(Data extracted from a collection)
-.-.-

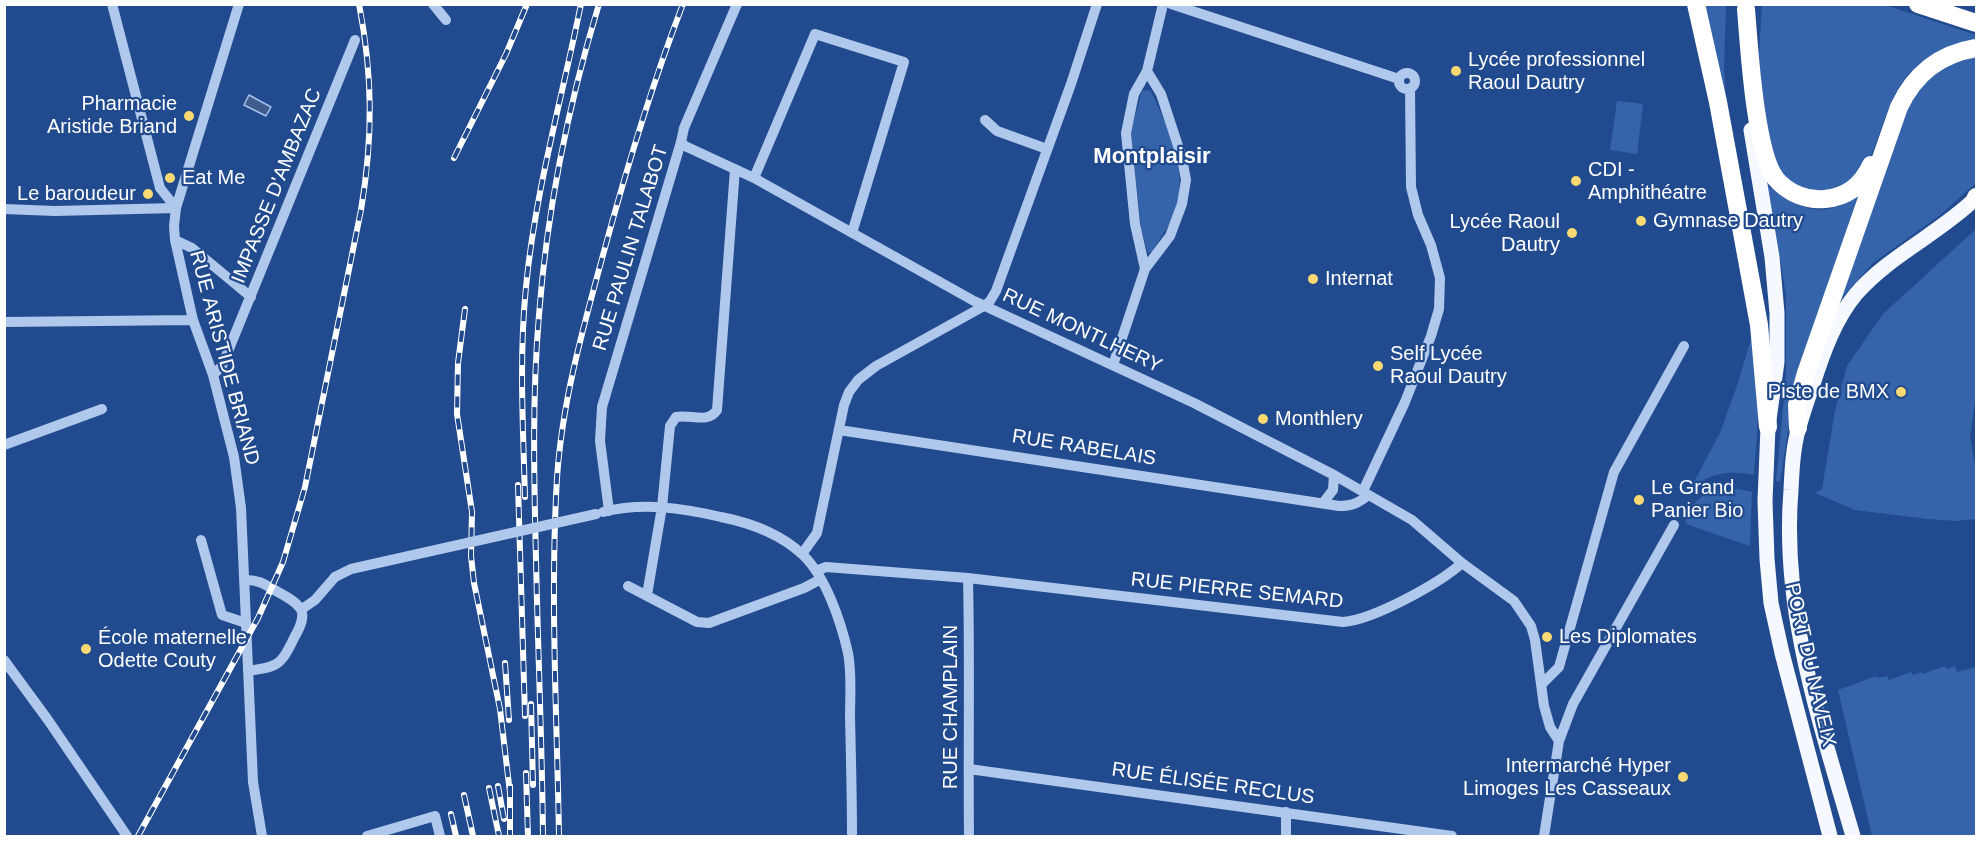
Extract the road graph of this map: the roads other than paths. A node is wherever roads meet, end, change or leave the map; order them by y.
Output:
1 (111, 4) edge
2 (239, 4) edge
3 (433, 4) edge
4 (737, 4) edge
5 (1097, 4) edge
6 (1163, 4) edge
7 (1171, 4) edge
8 (1696, 4) edge
9 (1917, 4) edge
10 (1746, 7) edge
11 (446, 20) dead end
12 (1977, 23) edge
13 (355, 40) dead end
14 (1977, 48) edge
15 (1148, 71) junction
16 (985, 120) dead end
17 (1888, 138) junction
18 (681, 142) junction
19 (1047, 148) junction
20 (735, 169) junction
21 (754, 178) junction
22 (1976, 199) edge
23 (4, 208) edge
24 (176, 208) junction
25 (852, 233) junction
26 (175, 240) junction
27 (1145, 269) junction
28 (251, 297) junction
29 (984, 306) junction
30 (193, 320) junction
31 (4, 322) edge
32 (1684, 346) dead end
33 (1113, 365) junction
34 (213, 375) junction
35 (102, 409) dead end
36 (1768, 427) junction
37 (1798, 429) junction
38 (839, 430) junction
39 (4, 445) edge
40 (1334, 475) junction
41 (1366, 493) junction
42 (1323, 503) junction
43 (662, 507) junction
44 (609, 511) junction
45 (1674, 525) dead end
46 (201, 540) dead end
47 (802, 554) junction
48 (1462, 562) junction
49 (819, 575) junction
50 (968, 578) junction
51 (244, 580) junction
52 (628, 586) dead end
53 (647, 595) junction
54 (302, 609) junction
55 (246, 623) junction
56 (4, 660) edge
57 (248, 672) junction
58 (1542, 684) junction
59 (1559, 741) junction
60 (969, 769) junction
61 (1286, 812) junction
62 (127, 837) edge
63 (262, 837) edge
64 (367, 837) edge
65 (440, 837) edge
66 (852, 837) edge
67 (969, 837) edge
68 (1286, 837) edge
69 (1452, 837) edge
70 (1544, 837) edge
71 (1830, 837) edge
72 (1853, 837) edge

1 - 24 street
2 - 24 street, RUE ARISTIDE BRIAND
3 - 11 street
4 - 18 street, RUE PAULIN TALABOT
5 - 19 street
6 - 15 street
7 - 41 street
8 - 36 highway
9 - 12 highway
10 - 17 highway
10 - 36 main road, PORT DU NAVEIX
13 - 28 street, IMPASSE D'AMBAZAC
14 - 17 highway
15 - 27 street
15 - 27 street
16 - 19 street
17 - 37 highway
18 - 20 street, RUE MONTLHERY
18 - 44 street, RUE PAULIN TALABOT
19 - 29 street
20 - 21 street, RUE MONTLHERY
20 - 43 street
21 - 25 street, RUE MONTLHERY
21 - 25 street
22 - 37 main road, PORT DU NAVEIX
23 - 24 street
24 - 26 street, RUE ARISTIDE BRIAND
25 - 29 street, RUE MONTLHERY
26 - 28 street
26 - 30 street, RUE ARISTIDE BRIAND
27 - 33 street
28 - 34 street, IMPASSE D'AMBAZAC
29 - 33 street, RUE MONTLHERY
29 - 38 street
30 - 31 street
30 - 34 street, RUE ARISTIDE BRIAND
32 - 58 street
33 - 40 street, RUE MONTLHERY
34 - 51 street, RUE ARISTIDE BRIAND
35 - 39 street
36 - 71 main road, PORT DU NAVEIX
37 - 72 main road, PORT DU NAVEIX
38 - 42 street, RUE RABELAIS
38 - 47 street
40 - 41 street, RUE MONTLHERY
40 - 42 street
41 - 42 street, RUE RABELAIS
41 - 48 street, RUE MONTLHERY
43 - 44 street
43 - 47 street
43 - 53 street
44 - 54 street, bridge
45 - 59 street
46 - 55 street
47 - 49 street
48 - 50 street, RUE PIERRE SEMARD
48 - 58 street
49 - 50 street, RUE PIERRE SEMARD
49 - 53 street
49 - 66 street
50 - 60 street, RUE CHAMPLAIN
51 - 54 street
51 - 55 street, RUE ARISTIDE BRIAND
52 - 53 street
54 - 57 street
55 - 57 street, RUE ARISTIDE BRIAND
56 - 62 street
57 - 63 street, RUE ARISTIDE BRIAND
58 - 59 street
59 - 70 street
60 - 61 street, RUE ÉLISÉE RECLUS
60 - 67 street, RUE CHAMPLAIN
61 - 68 street
61 - 69 street, RUE ÉLISÉE RECLUS
64 - 65 street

-.-.-

◆ Exercise directions ◆
Give only how many lines above hold "RECLUS".

◆ Response below ◆
2